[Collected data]

= Beginning of Section =

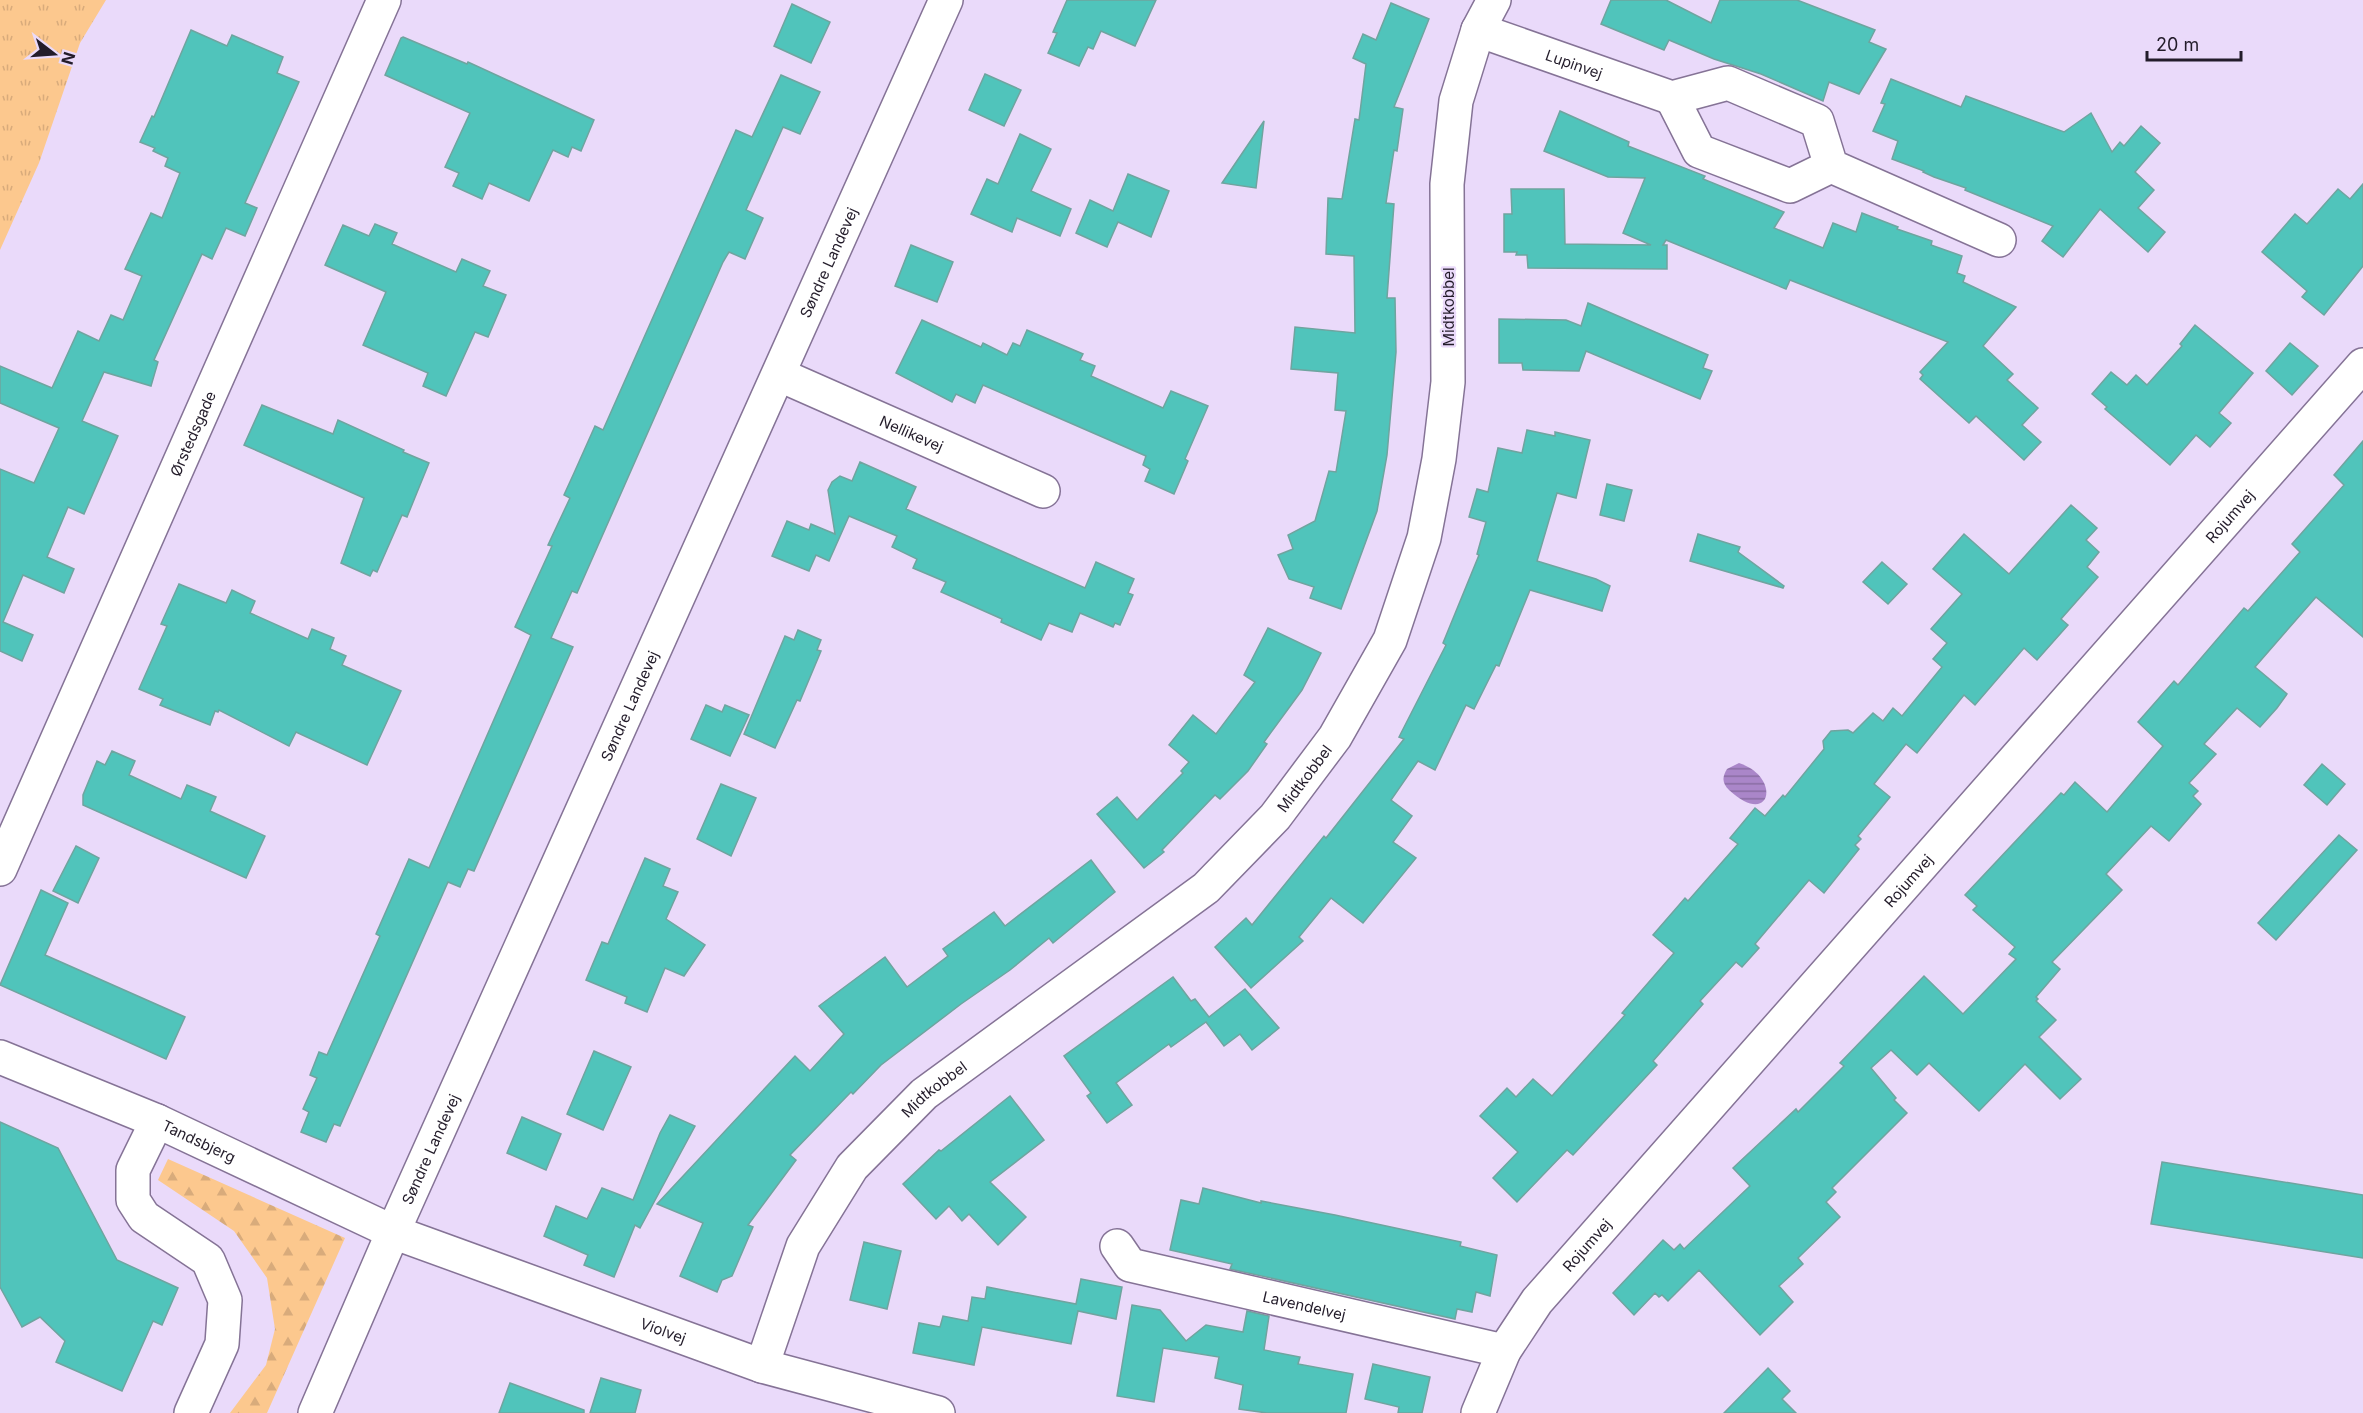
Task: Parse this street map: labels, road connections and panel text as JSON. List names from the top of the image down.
{
  "streets": {
    "street": [
      "Lupinvej",
      "Søndre Landevej",
      "Midtkobbel",
      "Nellikevej",
      "Ørstedsgade",
      "Rojumvej",
      "Tandsbjerg",
      "Lavendelvej",
      "Violvej"
    ]
  },
  "crossings": [
    ["Lupinvej", "Midtkobbel"],
    ["Søndre Landevej", "Nellikevej"],
    ["Søndre Landevej", "Tandsbjerg"],
    ["Søndre Landevej", "Violvej"],
    ["Midtkobbel", "Violvej"],
    ["Rojumvej", "Lavendelvej"],
    ["Tandsbjerg", "Violvej"]
  ],
  "scale_bar": "20 m",
  "north": "right"
}
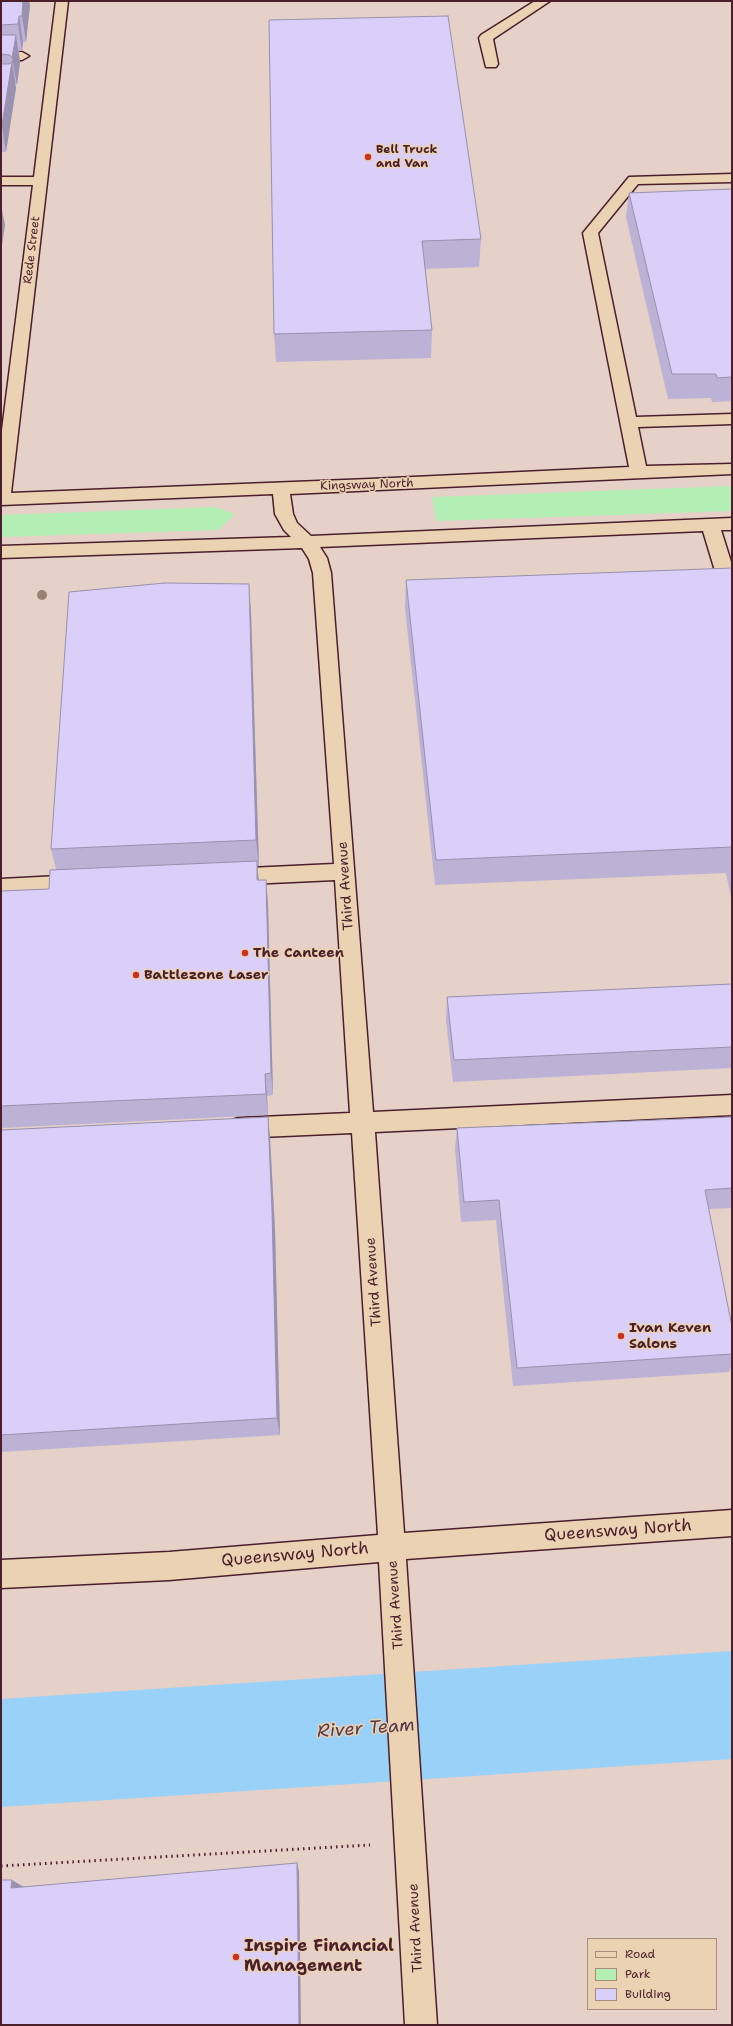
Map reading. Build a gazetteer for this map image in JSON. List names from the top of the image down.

= End of Section =

Each record above must be retyped exactly as given, with the images excluded.

Task: Parse this street map: labels, road connections and panel text as JSON. List names from the top of the image down.
{
  "streets": {
    "street": [
      "Lupinvej",
      "Søndre Landevej",
      "Midtkobbel",
      "Nellikevej",
      "Ørstedsgade",
      "Rojumvej",
      "Tandsbjerg",
      "Lavendelvej",
      "Violvej"
    ]
  },
  "crossings": [
    ["Lupinvej", "Midtkobbel"],
    ["Søndre Landevej", "Nellikevej"],
    ["Søndre Landevej", "Tandsbjerg"],
    ["Søndre Landevej", "Violvej"],
    ["Midtkobbel", "Violvej"],
    ["Rojumvej", "Lavendelvej"],
    ["Tandsbjerg", "Violvej"]
  ],
  "scale_bar": "20 m",
  "north": "right"
}
Map reading. Build a gazetteer for this map image in JSON. List names from the top of the image down.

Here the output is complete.